Recently Naumburg et al. (1) presented data indicating there is an association between a brief exposure of pure oxygen at birth and childhood lymphatic leukemia. In a population based case-control study, the authors searched for predisposing factors exerting their influence early in life. Five hundred seventy-eight children with lymphatic leukemia were identified through the Swedish Cancer Register and each matched with one control randomly selected from the Swedish Birth Register.

Fortunately, no association was found between childhood lymphatic leukemia and birth related factors such as mode of delivery, birth weight, gestational age, small or large for gestational age, pulmonary disorders, or congenital malformations. Low Apgar scores (1 min < 4, or 5 min < 6) did not give significant increased risk for developing leukemia. By contrast, oxygen given by mask resulted in an odds ratio (OR) of 2.87 (95% CI = 1.21–6.82). When these data were split up into 0–2 min and 3–10 min oxygen exposure an OR for the latter group of 3.54 (95% CI = 1.16–10.80) was found. Oxygen exposure later in the neonatal period did not reveal an increased risk for childhood lymphatic leukemia.

Although these findings must be controlled preferably by larger, prospective studies, they still are alarming. Especially on the basis that it now becomes more and more clear that oxygen administration is not needed routinely for newborn resuscitation and might even increase neonatal mortality (2).

How can such a brief exposure to oxygen be toxic? Previous review articles in Pediatric Research have described the critical aspects of oxidative stress and important clues might be found in perinatal/neonatal research (3–5). Toxicity may be the end result because our patients are so often exposed to augmented oxidative stress either caused by oxygen, inflammation/infections, or low oxidative defense.

In this context, another study is of particular interest. Vento et al previously have demonstrated that resuscitation at birth with 100% oxygen by contrast to resuscitation with room air, triggers an increased oxidative stress at least four weeks postnatally (6). In a recent study, this same group of investigators analyzed these aspects in more detail, from birth until 10 min after clinical stabilization in 51 asphyxiated newborn infants resuscitated with room air and 55 with 100% oxygen (7). Pure oxygen delays the first cry and breath, this was once more confirmed and should by now be considered an established fact. Hence, duration of supportive efforts such as oxygen supplementation is prolonged in infants given pure oxygen. Needless to say, the babies resuscitated with pure oxygen were hyperoxemic with a paO2 of 126 ± 22 mm Hg versus the normal level of 72 ± 7 mm Hg in the room air group at 5-6 min of age and still 10 min after stabilization a higher paO2 was detected in the former group. On this basis, the authors calculated that on average infants resuscitated with 100% oxygen received 350 mL more oxygen than those given room air. Oxidized glutathione was higher and reduced glutathione lower in the oxygen than in the room air group demonstrating higher oxidative stress in the former group.

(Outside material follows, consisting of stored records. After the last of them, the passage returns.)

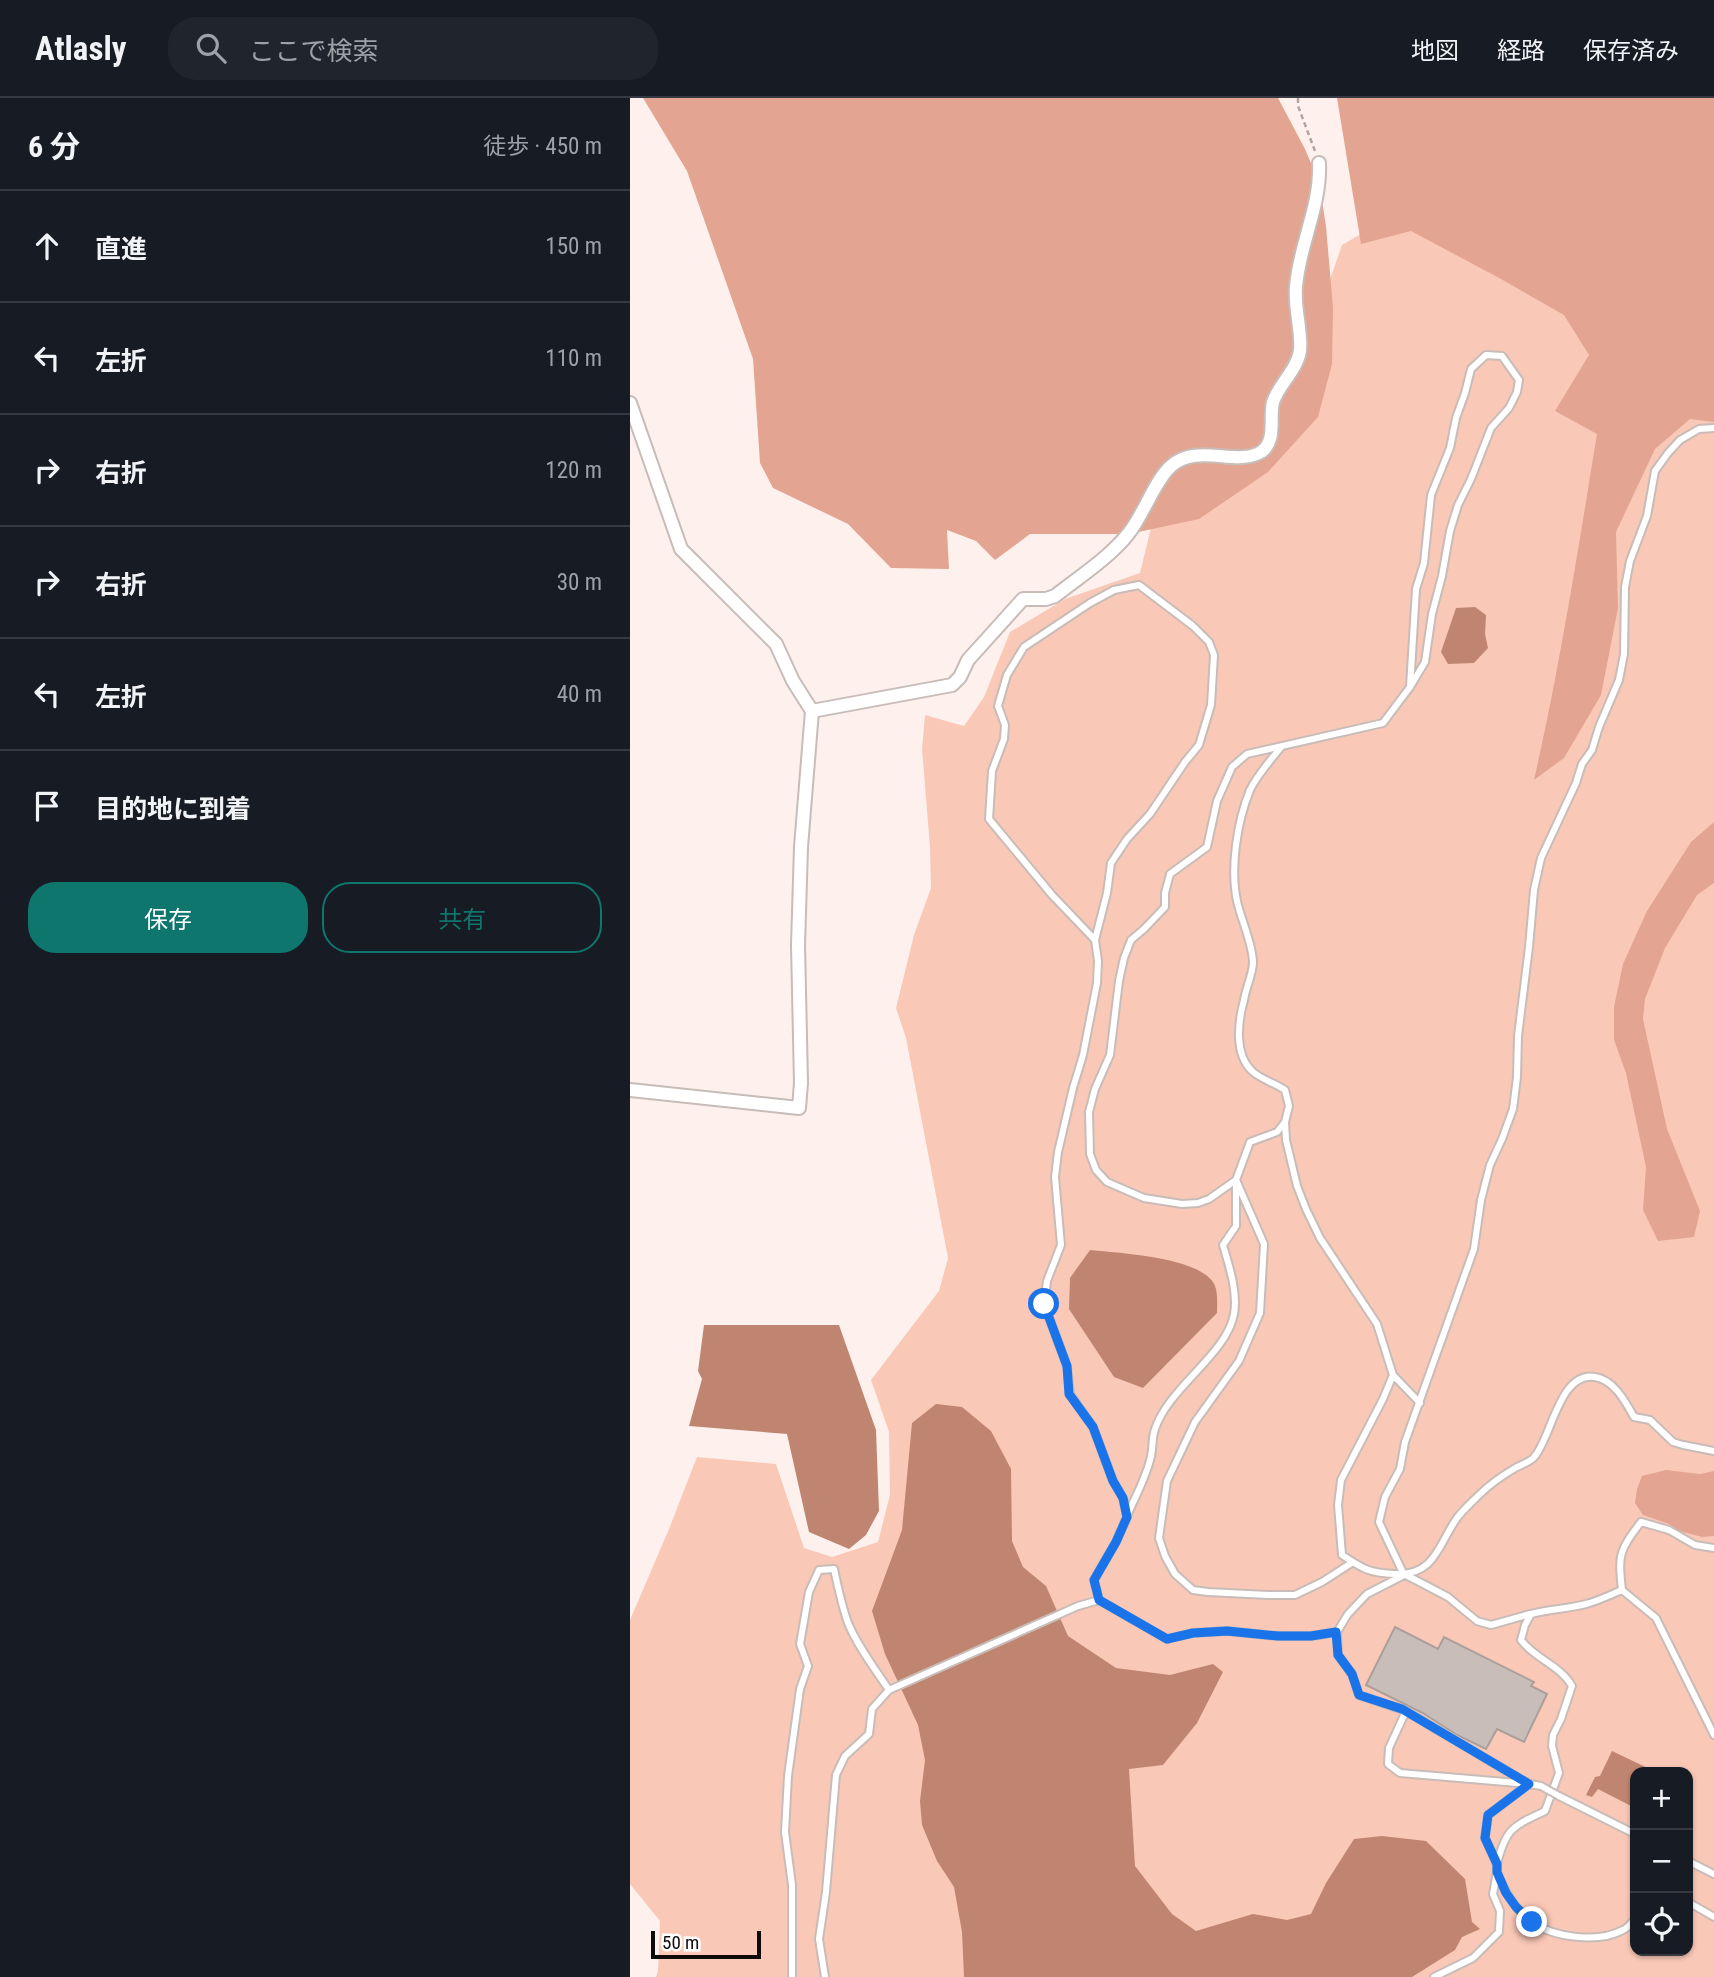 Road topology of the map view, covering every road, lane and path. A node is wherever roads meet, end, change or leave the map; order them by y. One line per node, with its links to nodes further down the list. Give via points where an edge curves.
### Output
1 (1298, 98): 2 (path)
2 (1319, 163): 6 (street, via 1318,190 1295,290 1300,350 1272,405 1266,448 1246,456 1185,457 1171,466 1117,546 1055,596 1024,599 968,660 952,685)
3 (630, 403): 6 (street, via 681,549 776,644)
4 (1714, 428): 13 (lane, via 1699,429 1680,440 1655,471 1647,516 1625,587 1619,680 1536,879 1513,1109 1487,1177 1474,1249)
5 (1410, 687): 5 (lane, via 1416,589 1424,563 1431,495 1450,448 1471,369 1486,355 1502,356 1519,380 1517,393 1491,428 1458,505 1425,662); 7 (lane, via 1383,723)
6 (812, 711): 9 (street, via 798,933 799,1108)
7 (1281, 747): 10 (lane, via 1250,789 1234,854 1237,903 1253,961 1239,1043 1253,1072 1284,1090 1289,1107); 11 (lane, via 1247,754 1232,767 1217,801 1207,846 1170,874 1165,907 1130,940 1119,981 1111,1055 1089,1112 1090,1154 1107,1182 1144,1198 1182,1204 1209,1199)
8 (1095, 940): 8 (lane, via 989,819 992,771 1004,739 998,706 1007,675 1024,647 1114,590 1139,585 1209,642 1214,655 1211,705 1199,745 1111,863); 15 (lane, via 1097,983 1055,1177 1061,1245 1044,1304 1067,1366 1069,1394 1093,1427)
9 (630, 1090)
10 (1285, 1122): 11 (lane, via 1277,1132 1250,1142); 12 (lane, via 1306,1209 1377,1324)
11 (1236, 1180): 15 (lane, via 1236,1226 1223,1245 1231,1273 1234,1315 1209,1358 1167,1405 1154,1430 1151,1458); 17 (lane, via 1264,1244 1259,1313 1239,1361 1195,1422 1167,1481 1159,1538 1175,1574 1193,1590 1209,1592 1295,1595)
12 (1393, 1375): 13 (lane); 17 (lane, via 1341,1480 1342,1555)
13 (1420, 1403): 18 (lane, via 1379,1522)
14 (1714, 1451): 18 (lane, via 1673,1442 1650,1420 1634,1417 1605,1379 1584,1376 1570,1385 1535,1457 1491,1483 1457,1518 1431,1562)
15 (1127, 1517): 20 (lane, via 1094,1580)
16 (1714, 1548): 19 (lane, via 1695,1545 1669,1530 1641,1522 1619,1560)
17 (1353, 1562): 18 (lane, via 1380,1574)
18 (1404, 1575): 21 (lane, via 1448,1597 1477,1621 1491,1625); 22 (lane, via 1367,1594)
19 (1622, 1590): 21 (lane, via 1590,1604); 25 (lane, via 1656,1618)
20 (1099, 1600): 22 (lane, via 1167,1639 1227,1631 1278,1636); 23 (lane)
21 (1531, 1614): 28 (lane, via 1521,1640 1528,1650 1565,1674 1572,1686 1553,1735 1559,1773 1545,1811 1515,1826 1505,1837)
22 (1336, 1632): 24 (lane, via 1338,1655 1352,1674 1359,1695)
23 (889, 1690): 35 (lane, via 849,1626 834,1569 819,1570 809,1591 800,1644 808,1666 800,1689 788,1776 785,1832 792,1885); 36 (lane, via 872,1709 869,1734 845,1756 836,1775 820,1940)
24 (1404, 1710): 26 (lane); 26 (lane, via 1389,1748 1388,1764 1401,1773)
25 (1714, 1735)
26 (1529, 1784): 27 (lane, bridge); 28 (lane, via 1488,1815 1485,1838)
27 (1630, 1832)
28 (1497, 1864): 30 (lane)
29 (1693, 1864): 31 (lane)
30 (1497, 1872): 34 (lane, via 1516,1907 1548,1930 1573,1937 1604,1936); 37 (lane, via 1493,1894 1500,1911 1499,1932 1473,1958)
31 (1714, 1874)
32 (1693, 1905): 33 (lane)
33 (1714, 1917)
34 (1630, 1924)
35 (792, 1977)
36 (825, 1977)
37 (1434, 1977)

Elevated oxidative stress can alter signal transduction, DNA and RNA synthesis, protein synthesis, enzyme activation, and directly influence the cell cycle. Oxidative stress might influence both cell growth and development, as well as cell death, both apoptosis and necrosis. Since a brief oxygen exposure at birth seems to induce relatively long lasting oxidative stress, the results from Vento et al. therefore might give us a key to understand the results of the Swedish study. Although the toxic nature of high oxygen concentrations has been known for more than two centuries, only recently an understanding is emerging that oxygen might be more toxic than believed up to now (8). Therefore any possible mutagenic, carcinogenic or other long-term detrimental effects of oxygen exposure immediately after birth urgently need to be investigated.